Basically, Nike Inc., through different subsidiaries of its group obtained the IP license for the manufacturing and distribution of several kind of products from the main European football clubs and federations (FC Barcelona, Manchester United, Juventus, Inter Milan, AS Roma and the French Football Federation). Such rights were further licensed by Nike to third parties through direct or master license agreements, which provided non-exclusive rights to manufacture and distribute such products in certain territories of the EU and EEA.

In its decision the Commission found a series of “practices” restricting active and passive cross-border sales of the licensed products. Namely,

a) direct measures (contract clauses) restricting out-of-territory sales by licensees, such as (i) prohibitions of out-of-territory passive (including online) and active sales; (ii) obligations to refer orders for out-of-territory sales or queries to Nike; (iii) clauses clawing back royalties and revenues deriving from out-of-territory sales; and (iv) clauses imposing double royalties for out-of-territory sales;

b) indirect measures restricting out-of-territory sales by licensees such as threats to end the agreements for those licensees selling outside their allocated territories;

c) restrictive practices implemented vis-à-vis master licensees to compel them not to sell outside their territories and to enforce restrictions vis-à-vis their sub-licensees on behalf of Nike; and

d) obligations to pass on the restrictions regarding out-of-territory sales through practices including at times prohibiting sales by licensees to third parties selling out-of-territory the licensed merchandise of Nike’s clubs.

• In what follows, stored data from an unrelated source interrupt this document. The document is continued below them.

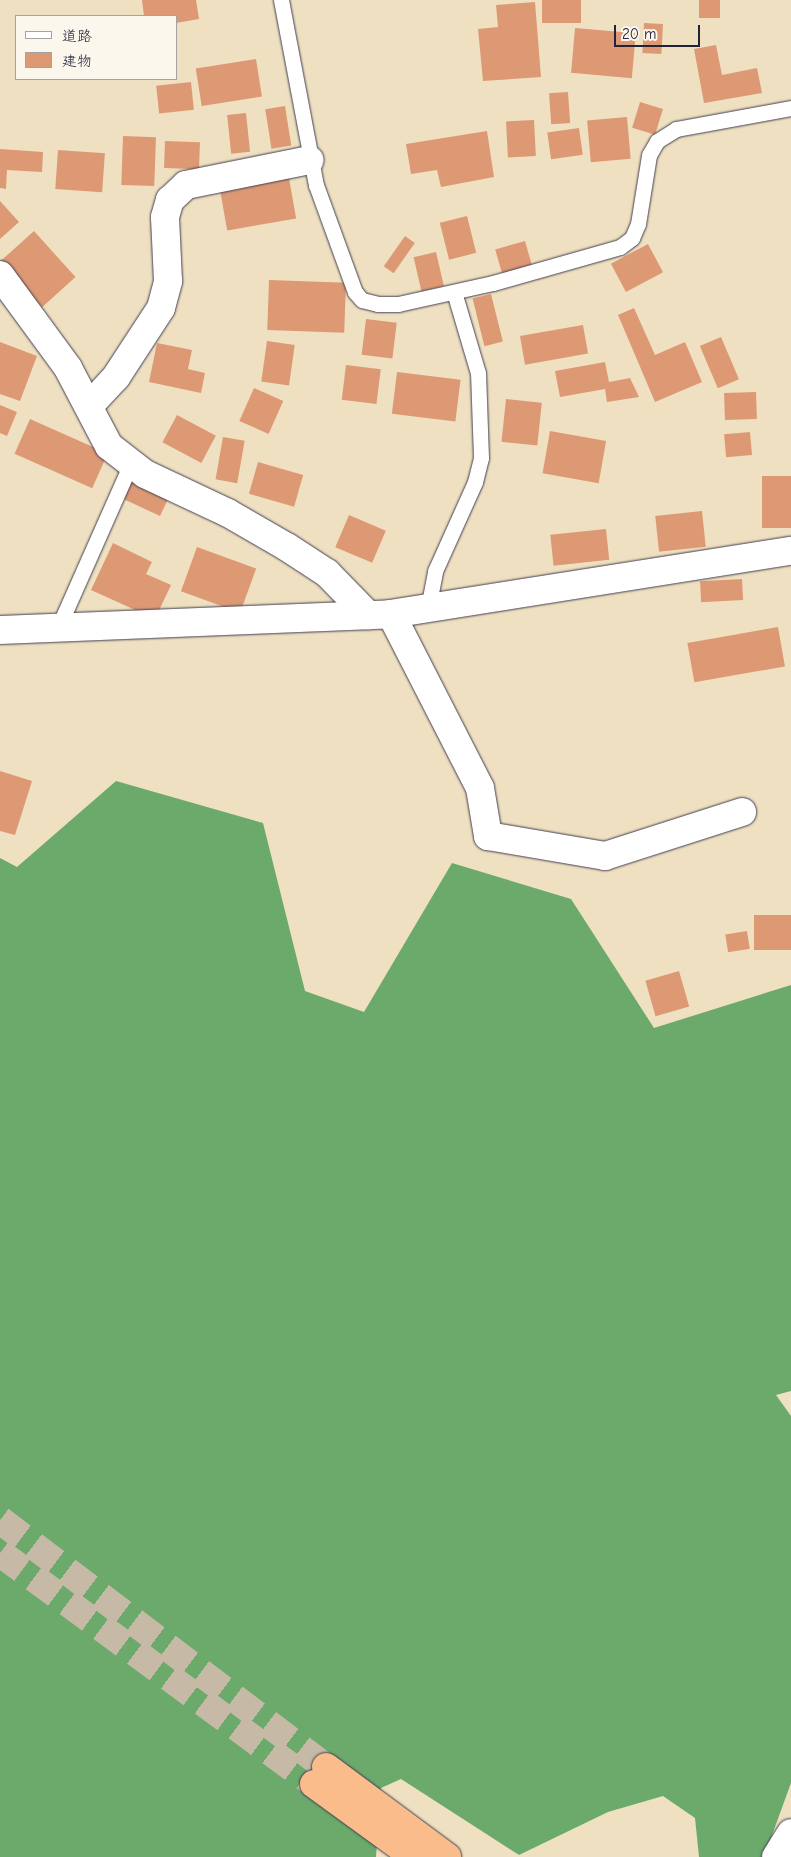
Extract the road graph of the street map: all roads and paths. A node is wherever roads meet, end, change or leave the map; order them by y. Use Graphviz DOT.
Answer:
graph roads {
  1 [pos="281,0"];
  2 [pos="791,108"];
  3 [pos="310,160"];
  4 [pos="0,275"];
  5 [pos="454,292"];
  6 [pos="89,406"];
  7 [pos="131,463"];
  8 [pos="791,551"];
  9 [pos="428,608"];
  10 [pos="380,615"];
  11 [pos="58,628"];
  12 [pos="0,630"];
  13 [pos="742,812"];
  14 [pos="791,1833"];
  15 [pos="414,1857"];
  16 [pos="447,1857"];
  17 [pos="776,1857"];
  1 -- 3 [label="lane"];
  2 -- 5 [label="lane"];
  3 -- 5 [label="lane"];
  3 -- 6 [label="street"];
  4 -- 6 [label="street"];
  5 -- 9 [label="lane"];
  6 -- 7 [label="street"];
  7 -- 10 [label="street"];
  7 -- 11 [label="lane"];
  8 -- 9 [label="street"];
  9 -- 10 [label="street"];
  10 -- 11 [label="street"];
  10 -- 13 [label="street"];
  11 -- 12 [label="street"];
  14 -- 17 [label="street"];
  15 -- 16 [label="highway"];
}
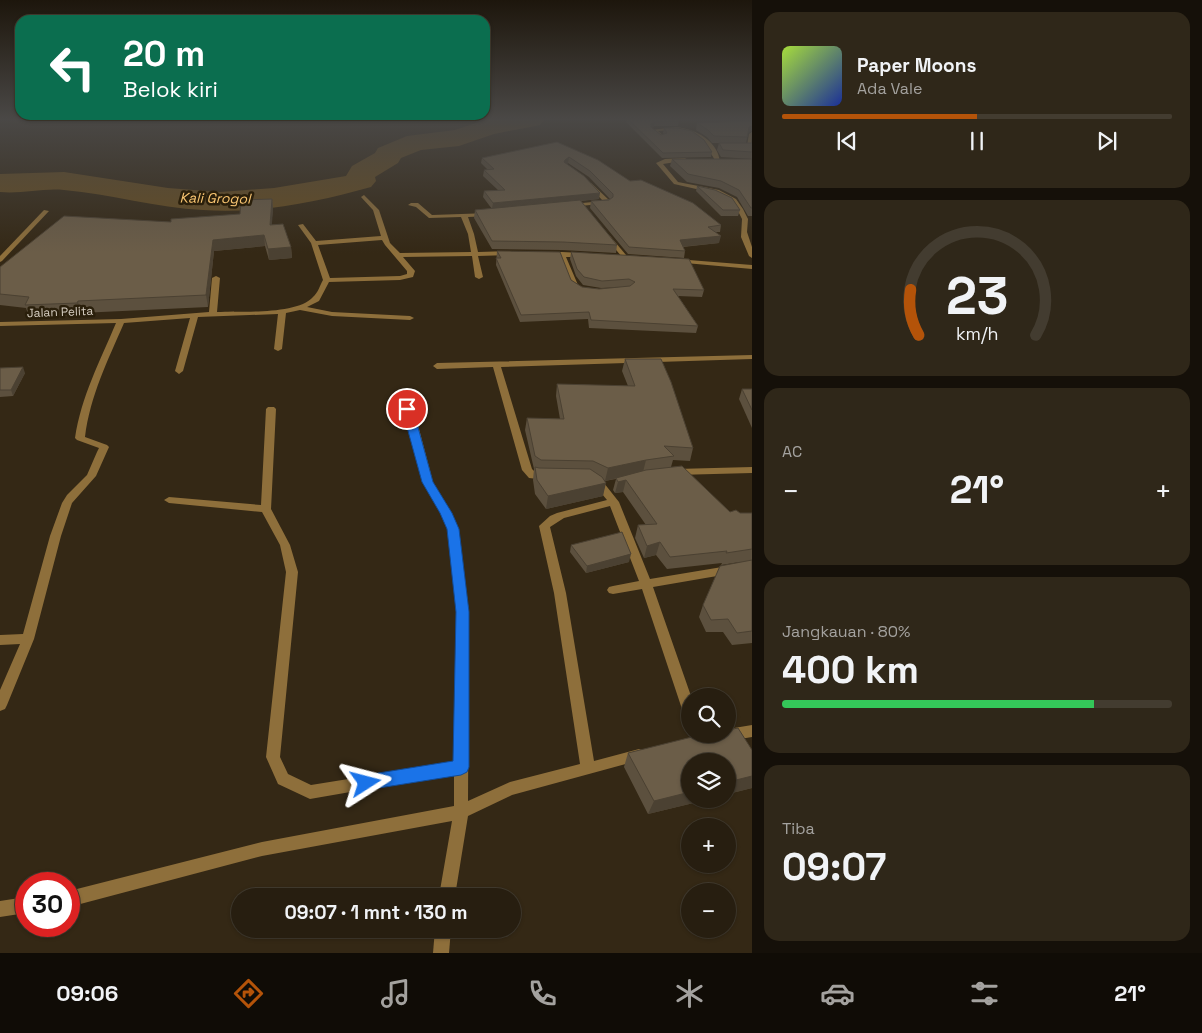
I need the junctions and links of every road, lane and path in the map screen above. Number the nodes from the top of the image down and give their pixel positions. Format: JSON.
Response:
{"nodes":[{"id":1,"x":661,"y":164,"type":"edge"},
{"id":2,"x":586,"y":180,"type":"edge"},
{"id":3,"x":364,"y":197,"type":"dead end"},
{"id":4,"x":411,"y":204,"type":"dead end"},
{"id":5,"x":582,"y":205,"type":"junction"},
{"id":6,"x":566,"y":207,"type":"edge"},
{"id":7,"x":46,"y":211,"type":"dead end"},
{"id":8,"x":588,"y":213,"type":"edge"},
{"id":9,"x":492,"y":214,"type":"edge"},
{"id":10,"x":464,"y":216,"type":"junction"},
{"id":11,"x":300,"y":225,"type":"dead end"},
{"id":12,"x":600,"y":227,"type":"edge"},
{"id":13,"x":385,"y":238,"type":"junction"},
{"id":14,"x":314,"y":243,"type":"junction"},
{"id":15,"x":474,"y":252,"type":"junction"},
{"id":16,"x":398,"y":254,"type":"junction"},
{"id":17,"x":523,"y":254,"type":"edge"},
{"id":18,"x":542,"y":254,"type":"edge"},
{"id":19,"x":562,"y":254,"type":"junction"},
{"id":20,"x":589,"y":255,"type":"edge"},
{"id":21,"x":615,"y":256,"type":"edge"},
{"id":22,"x":624,"y":256,"type":"junction"},
{"id":23,"x":752,"y":256,"type":"edge"},
{"id":24,"x":633,"y":257,"type":"edge"},
{"id":25,"x":0,"y":260,"type":"edge"},
{"id":26,"x":669,"y":260,"type":"edge"},
{"id":27,"x":752,"y":268,"type":"edge"},
{"id":28,"x":479,"y":277,"type":"dead end"},
{"id":29,"x":216,"y":278,"type":"dead end"},
{"id":30,"x":327,"y":280,"type":"junction"},
{"id":31,"x":587,"y":291,"type":"edge"},
{"id":32,"x":300,"y":308,"type":"junction"},
{"id":33,"x":282,"y":312,"type":"junction"},
{"id":34,"x":212,"y":314,"type":"junction"},
{"id":35,"x":195,"y":315,"type":"junction"},
{"id":36,"x":410,"y":318,"type":"dead end"},
{"id":37,"x":122,"y":321,"type":"junction"},
{"id":38,"x":0,"y":324,"type":"edge"},
{"id":39,"x":278,"y":349,"type":"dead end"},
{"id":40,"x":752,"y":357,"type":"edge"},
{"id":41,"x":437,"y":366,"type":"dead end"},
{"id":42,"x":497,"y":366,"type":"junction"},
{"id":43,"x":179,"y":371,"type":"dead end"},
{"id":44,"x":402,"y":392,"type":"dead end"},
{"id":45,"x":271,"y":409,"type":"dead end"},
{"id":46,"x":752,"y":470,"type":"edge"},
{"id":47,"x":667,"y":474,"type":"edge"},
{"id":48,"x":556,"y":477,"type":"edge"},
{"id":49,"x":586,"y":478,"type":"edge"},
{"id":50,"x":169,"y":500,"type":"dead end"},
{"id":51,"x":614,"y":502,"type":"junction"},
{"id":52,"x":266,"y":509,"type":"junction"},
{"id":53,"x":752,"y":566,"type":"edge"},
{"id":54,"x":646,"y":584,"type":"junction"},
{"id":55,"x":613,"y":590,"type":"dead end"},
{"id":56,"x":28,"y":639,"type":"junction"},
{"id":57,"x":0,"y":640,"type":"edge"},
{"id":58,"x":682,"y":688,"type":"edge"},
{"id":59,"x":0,"y":705,"type":"edge"},
{"id":60,"x":752,"y":731,"type":"edge"},
{"id":61,"x":736,"y":733,"type":"edge"},
{"id":62,"x":653,"y":751,"type":"edge"},
{"id":63,"x":461,"y":767,"type":"junction"},
{"id":64,"x":588,"y":768,"type":"junction"},
{"id":65,"x":461,"y":812,"type":"junction"},
{"id":66,"x":448,"y":888,"type":"edge"},
{"id":67,"x":80,"y":896,"type":"edge"},
{"id":68,"x":15,"y":907,"type":"edge"},
{"id":69,"x":0,"y":909,"type":"edge"},
{"id":70,"x":442,"y":938,"type":"edge"},
{"id":71,"x":441,"y":953,"type":"edge"}],
"edges":[{"from":1,"to":23,"type":"street"},
{"from":2,"to":5,"type":"street"},
{"from":3,"to":13,"type":"street"},
{"from":4,"to":10,"type":"street"},
{"from":5,"to":6,"type":"street"},
{"from":5,"to":8,"type":"street"},
{"from":7,"to":25,"type":"street"},
{"from":9,"to":10,"type":"street"},
{"from":10,"to":15,"type":"street"},
{"from":11,"to":14,"type":"street"},
{"from":12,"to":22,"type":"street"},
{"from":13,"to":14,"type":"street"},
{"from":13,"to":16,"type":"street"},
{"from":14,"to":30,"type":"street"},
{"from":15,"to":16,"type":"street"},
{"from":15,"to":17,"type":"street"},
{"from":15,"to":28,"type":"street"},
{"from":16,"to":30,"type":"street"},
{"from":18,"to":19,"type":"street"},
{"from":19,"to":20,"type":"street"},
{"from":19,"to":31,"type":"street"},
{"from":21,"to":22,"type":"street"},
{"from":22,"to":24,"type":"street"},
{"from":26,"to":27,"type":"street"},
{"from":29,"to":34,"type":"street"},
{"from":30,"to":32,"type":"street"},
{"from":32,"to":33,"type":"street","name":"Jalan Pelita"},
{"from":32,"to":36,"type":"street"},
{"from":33,"to":34,"type":"street","name":"Jalan Pelita"},
{"from":33,"to":39,"type":"street"},
{"from":34,"to":35,"type":"street","name":"Jalan Pelita"},
{"from":35,"to":37,"type":"street","name":"Jalan Pelita"},
{"from":35,"to":43,"type":"street"},
{"from":37,"to":38,"type":"street","name":"Jalan Pelita"},
{"from":37,"to":56,"type":"street"},
{"from":40,"to":42,"type":"street"},
{"from":41,"to":42,"type":"street"},
{"from":42,"to":48,"type":"street"},
{"from":44,"to":63,"type":"street"},
{"from":45,"to":52,"type":"street"},
{"from":46,"to":47,"type":"street"},
{"from":49,"to":51,"type":"street"},
{"from":50,"to":52,"type":"street"},
{"from":51,"to":54,"type":"street"},
{"from":51,"to":64,"type":"street"},
{"from":52,"to":63,"type":"street"},
{"from":53,"to":54,"type":"street"},
{"from":54,"to":55,"type":"street"},
{"from":54,"to":58,"type":"street"},
{"from":56,"to":57,"type":"street"},
{"from":56,"to":59,"type":"street"},
{"from":60,"to":61,"type":"street"},
{"from":62,"to":64,"type":"street"},
{"from":63,"to":65,"type":"street"},
{"from":64,"to":65,"type":"street"},
{"from":65,"to":66,"type":"street"},
{"from":65,"to":67,"type":"street"},
{"from":68,"to":69,"type":"street"},
{"from":70,"to":71,"type":"street"}]}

Based on the above, the Commission decided that such restrictive practice was to be regarded as a restriction of competition “by object”, quoting the recent “Carte Bancaire” case (CB v. Commission, C-67/13) and therefore concluded that it had a sufficient degree of harm to competition that there was no need to examine its effects.

Namely, the Commission stated that: “Nike restricted the ability of its licensees and master licensees to sell licensed merchandise cross-border, thereby restoring the divisions between national markets” and “those practices also led to a reduction in the choice available to consumers and, potentially, increased prices for certain products as a direct result from the lower level of competition”.

The Commission also excluded possible exemptions based on Article 101(3) TFEU, stating that the relevant restrictions of out-of-territory active and passive sales had a hardcore nature under both Reg. 330/2010 (VABER) and, even if probably not applicable in the case at issue, the Technology Transfer Block Exemption Regulation (Reg. 316/2014).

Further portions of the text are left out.